IFRC Strategy 2030 and Future of Urban
In preparation for the IFRC Strategy 2030, none themes and trasformations have been identified as the signals of change globally. While many of these trends are relevant to urban areas, there are some specific trends that are shaping the future of cities. Find out more here.
Learning and sharing workshops
UCP organizes annual workshops to facilitate the exchange of information and experience among National Societies. The first workshop that focused on Urban Assesment was hosted by the Danish Red Cross in Copenhagen on 20-21 June 2016. The second workshop was hosted by the Norwegian Red Cross in Oslo on 18-20 May 2017 that sought to strengthen the collaboration process and advance the RCRC knowledge and practical skills in urban disasters and crisis. Building on this momentum and in cooperation with Kenya Red Cross, the third workshop was organized in Nairobi on 4-6 June 2018. The recent urban collaboration workshop was organized in Beirut hosted by the Lebanon Red Cross on 11-13 2019.
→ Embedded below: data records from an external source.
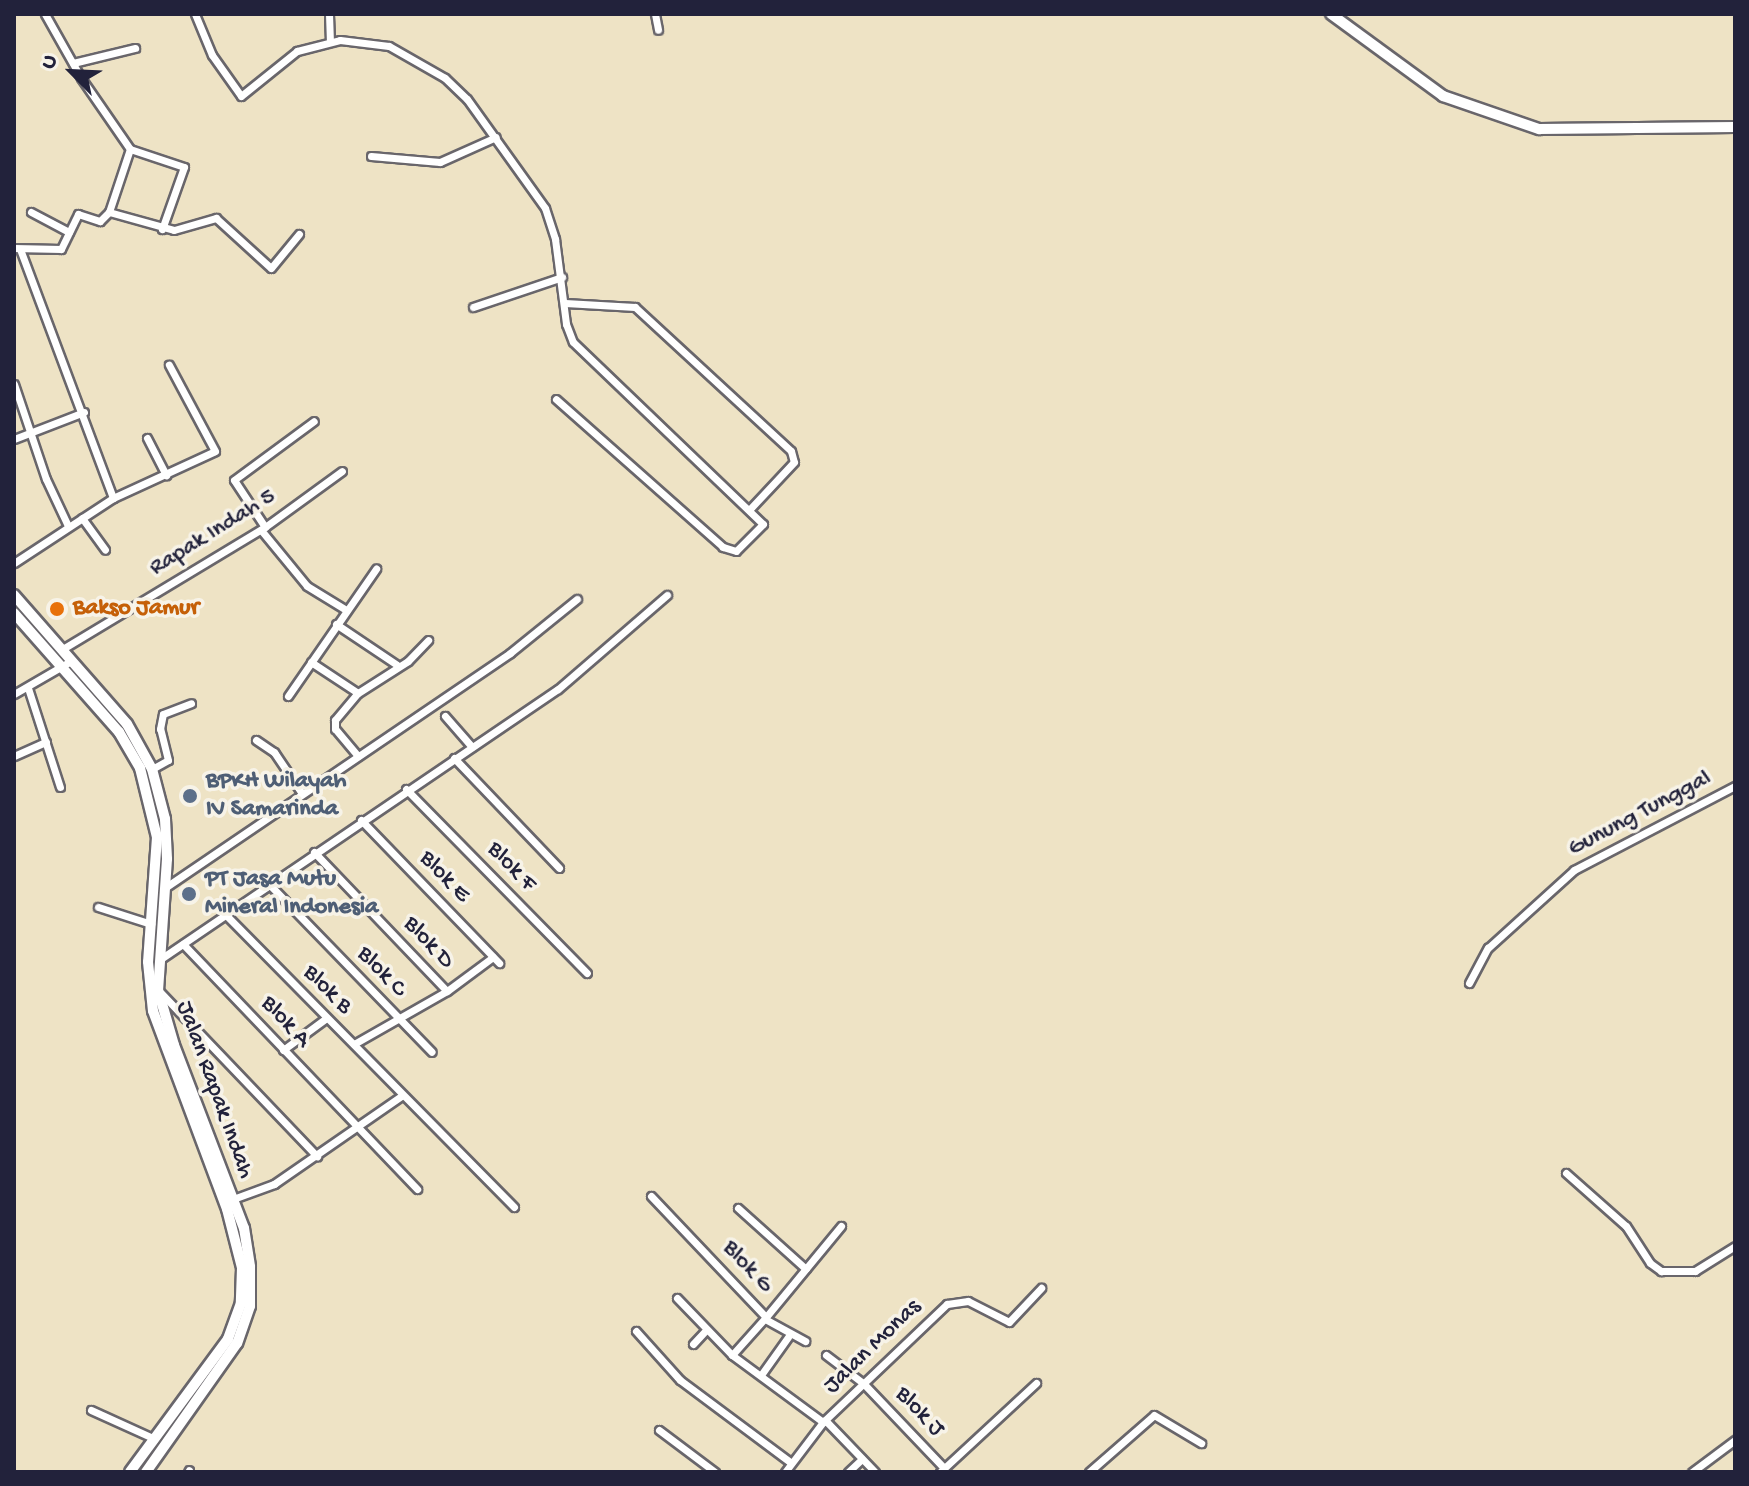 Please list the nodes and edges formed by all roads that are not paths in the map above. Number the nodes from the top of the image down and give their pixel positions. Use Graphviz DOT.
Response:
graph roads {
  1 [pos="45,14"];
  2 [pos="195,14"];
  3 [pos="329,14"];
  4 [pos="655,14"];
  5 [pos="1331,14"];
  6 [pos="658,30"];
  7 [pos="330,42"];
  8 [pos="135,48"];
  9 [pos="73,63"];
  10 [pos="1735,127"];
  11 [pos="496,137"];
  12 [pos="130,149"];
  13 [pos="371,156"];
  14 [pos="31,212"];
  15 [pos="109,212"];
  16 [pos="162,229"];
  17 [pos="69,232"];
  18 [pos="299,234"];
  19 [pos="17,249"];
  20 [pos="562,277"];
  21 [pos="565,303"];
  22 [pos="473,307"];
  23 [pos="169,365"];
  24 [pos="14,384"];
  25 [pos="556,399"];
  26 [pos="84,412"];
  27 [pos="314,421"];
  28 [pos="31,433"];
  29 [pos="147,438"];
  30 [pos="14,439"];
  31 [pos="342,471"];
  32 [pos="166,475"];
  33 [pos="113,498"];
  34 [pos="750,509"];
  35 [pos="82,518"];
  36 [pos="68,526"];
  37 [pos="263,529"];
  38 [pos="105,550"];
  39 [pos="14,563"];
  40 [pos="376,569"];
  41 [pos="14,595"];
  42 [pos="667,595"];
  43 [pos="577,599"];
  44 [pos="346,610"];
  45 [pos="14,613"];
  46 [pos="336,624"];
  47 [pos="428,640"];
  48 [pos="61,650"];
  49 [pos="311,662"];
  50 [pos="67,664"];
  51 [pos="397,665"];
  52 [pos="28,688"];
  53 [pos="358,693"];
  54 [pos="14,694"];
  55 [pos="288,696"];
  56 [pos="191,703"];
  57 [pos="445,716"];
  58 [pos="256,740"];
  59 [pos="46,742"];
  60 [pos="472,747"];
  61 [pos="14,756"];
  62 [pos="358,756"];
  63 [pos="454,758"];
  64 [pos="152,769"];
  65 [pos="1735,786"];
  66 [pos="60,787"];
  67 [pos="406,789"];
  68 [pos="153,790"];
  69 [pos="301,792"];
  70 [pos="361,820"];
  71 [pos="314,852"];
  72 [pos="559,868"];
  73 [pos="268,883"];
  74 [pos="166,887"];
  75 [pos="98,907"];
  76 [pos="224,913"];
  77 [pos="151,924"];
  78 [pos="183,944"];
  79 [pos="157,961"];
  80 [pos="587,973"];
  81 [pos="1469,983"];
  82 [pos="158,990"];
  83 [pos="447,991"];
  84 [pos="325,1019"];
  85 [pos="399,1019"];
  86 [pos="354,1044"];
  87 [pos="283,1050"];
  88 [pos="432,1052"];
  89 [pos="401,1096"];
  90 [pos="359,1125"];
  91 [pos="317,1156"];
  92 [pos="1566,1173"];
  93 [pos="417,1189"];
  94 [pos="651,1196"];
  95 [pos="233,1199"];
  96 [pos="514,1207"];
  97 [pos="738,1208"];
  98 [pos="841,1226"];
  99 [pos="1735,1246"];
  100 [pos="806,1269"];
  101 [pos="1041,1288"];
  102 [pos="677,1298"];
  103 [pos="766,1318"];
  104 [pos="706,1330"];
  105 [pos="636,1331"];
  106 [pos="788,1337"];
  107 [pos="805,1341"];
  108 [pos="693,1344"];
  109 [pos="732,1355"];
  110 [pos="826,1355"];
  111 [pos="761,1375"];
  112 [pos="1036,1383"];
  113 [pos="864,1384"];
  114 [pos="91,1410"];
  115 [pos="824,1421"];
  116 [pos="659,1430"];
  117 [pos="155,1439"];
  118 [pos="1735,1440"];
  119 [pos="1201,1443"];
  120 [pos="862,1459"];
  121 [pos="790,1462"];
  122 [pos="942,1470"];
  123 [pos="130,1472"];
  124 [pos="146,1472"];
  125 [pos="715,1472"];
  126 [pos="785,1472"];
  127 [pos="848,1472"];
  128 [pos="875,1472"];
  129 [pos="1089,1472"];
  130 [pos="1692,1472"];
  1 -- 9 [label="street"];
  2 -- 7 [label="street"];
  3 -- 7 [label="street"];
  4 -- 6 [label="street"];
  5 -- 10 [label="main road"];
  7 -- 11 [label="street"];
  8 -- 9 [label="street"];
  9 -- 12 [label="street"];
  11 -- 13 [label="street"];
  11 -- 20 [label="street"];
  12 -- 15 [label="street"];
  12 -- 16 [label="street"];
  14 -- 17 [label="street"];
  15 -- 16 [label="street"];
  15 -- 17 [label="street"];
  16 -- 18 [label="street"];
  17 -- 19 [label="street"];
  19 -- 26 [label="street"];
  20 -- 21 [label="street"];
  20 -- 22 [label="street"];
  21 -- 34 [label="street"];
  21 -- 34 [label="street"];
  23 -- 32 [label="street"];
  24 -- 28 [label="street"];
  25 -- 34 [label="street"];
  26 -- 28 [label="street"];
  26 -- 33 [label="street"];
  27 -- 37 [label="street"];
  28 -- 30 [label="street"];
  28 -- 36 [label="street"];
  29 -- 32 [label="street"];
  31 -- 37 [label="street, Rapak Indah 5"];
  32 -- 33 [label="street"];
  33 -- 35 [label="street"];
  35 -- 36 [label="street"];
  35 -- 38 [label="street"];
  36 -- 39 [label="street"];
  37 -- 44 [label="street"];
  37 -- 48 [label="street, Rapak Indah 5"];
  40 -- 44 [label="street"];
  41 -- 48 [label="main road, Jalan Rapak Indah"];
  42 -- 60 [label="street"];
  43 -- 62 [label="street"];
  44 -- 46 [label="street"];
  45 -- 50 [label="main road, Jalan Rapak Indah"];
  46 -- 49 [label="street"];
  46 -- 51 [label="street"];
  47 -- 51 [label="street"];
  48 -- 50 [label="main road, Jalan Rapak Indah"];
  49 -- 53 [label="street"];
  49 -- 55 [label="street"];
  50 -- 52 [label="street"];
  50 -- 64 [label="main road, Jalan Rapak Indah"];
  50 -- 68 [label="main road, Jalan Rapak Indah"];
  51 -- 53 [label="street"];
  52 -- 54 [label="street"];
  52 -- 59 [label="street"];
  53 -- 62 [label="street"];
  56 -- 64 [label="street"];
  57 -- 60 [label="street"];
  58 -- 69 [label="street"];
  59 -- 61 [label="street"];
  59 -- 66 [label="street"];
  60 -- 63 [label="street"];
  62 -- 69 [label="street"];
  63 -- 67 [label="street"];
  63 -- 72 [label="street"];
  64 -- 68 [label="main road, Jalan Rapak Indah"];
  65 -- 81 [label="street, Gunung Tunggal"];
  67 -- 70 [label="street"];
  67 -- 80 [label="street, Blok F"];
  68 -- 74 [label="main road, Jalan Rapak Indah"];
  68 -- 77 [label="main road, Jalan Rapak Indah"];
  69 -- 74 [label="street"];
  70 -- 71 [label="street"];
  70 -- 83 [label="street, Blok E"];
  71 -- 73 [label="street"];
  71 -- 83 [label="street, Blok D"];
  73 -- 76 [label="street"];
  73 -- 85 [label="street, Blok C"];
  74 -- 79 [label="main road, Jalan Rapak Indah"];
  75 -- 77 [label="street"];
  76 -- 78 [label="street"];
  76 -- 84 [label="street, Blok B"];
  77 -- 117 [label="main road, Jalan Rapak Indah"];
  78 -- 79 [label="street"];
  78 -- 87 [label="street, Blok A"];
  79 -- 82 [label="main road, Jalan Rapak Indah"];
  82 -- 91 [label="street"];
  82 -- 95 [label="main road, Jalan Rapak Indah"];
  83 -- 85 [label="street"];
  84 -- 86 [label="street, Blok B"];
  84 -- 87 [label="street"];
  85 -- 86 [label="street"];
  85 -- 88 [label="street, Blok C"];
  86 -- 89 [label="street, Blok B"];
  87 -- 90 [label="street, Blok A"];
  89 -- 90 [label="street"];
  89 -- 96 [label="street, Blok B"];
  90 -- 91 [label="street"];
  90 -- 93 [label="street, Blok A"];
  91 -- 95 [label="street"];
  92 -- 99 [label="street"];
  94 -- 103 [label="street, Blok G"];
  95 -- 124 [label="main road, Jalan Rapak Indah"];
  97 -- 100 [label="street"];
  98 -- 100 [label="street"];
  100 -- 103 [label="street"];
  101 -- 113 [label="street, Jalan Monas"];
  102 -- 104 [label="street"];
  103 -- 107 [label="street"];
  103 -- 109 [label="street, Blok G"];
  104 -- 108 [label="street"];
  104 -- 109 [label="street"];
  105 -- 121 [label="street"];
  106 -- 111 [label="street"];
  109 -- 111 [label="street"];
  110 -- 113 [label="street, Blok J"];
  111 -- 115 [label="street"];
  112 -- 122 [label="street"];
  113 -- 115 [label="street, Jalan Monas"];
  113 -- 122 [label="street, Blok J"];
  114 -- 117 [label="street"];
  115 -- 120 [label="street"];
  115 -- 121 [label="street, Jalan Monas"];
  116 -- 125 [label="street"];
  117 -- 123 [label="main road, Jalan Rapak Indah"];
  118 -- 130 [label="street"];
  119 -- 129 [label="street"];
  120 -- 127 [label="street"];
  120 -- 128 [label="street"];
  121 -- 126 [label="street, Jalan Monas"];
}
Explore the new urban toolkits for community resilience:
- GDPC City-wide Resilience Assessment
- GDPC Coalition Building for community resilience
- Co-designing Solutions for Urban Community Resilience
- GAUC Urban Profiling For Better Response to Humanitarian Crises
- Heatwave Guide for Cities
During the last years, the Urban Collaboration Platform has hosted webinars to present experiences and how to build resilience in urban communities, Access to the following recorded webinars here.
- Coalition Building process for Urban Resilience.
- Community Waste Management in Jakarta, Indonesia.
- Role of Informal Governance Systems in Cities.
- Role of public spaces in informal settlements in building community resilience and cohesion.
The UCP has been coordinating the active engagement of IFRC in collaboration with the National Societies, GDPC, Climate Center and the International Committee of the Red Cross (ICRC) in the major global urban events such as Habitat 3 and World Urban Forum. As a result IFRC has been instrumental in shaping the New Urban Agenda to emphasize the impacts of disasters and crises on the most vulnerable urban communities.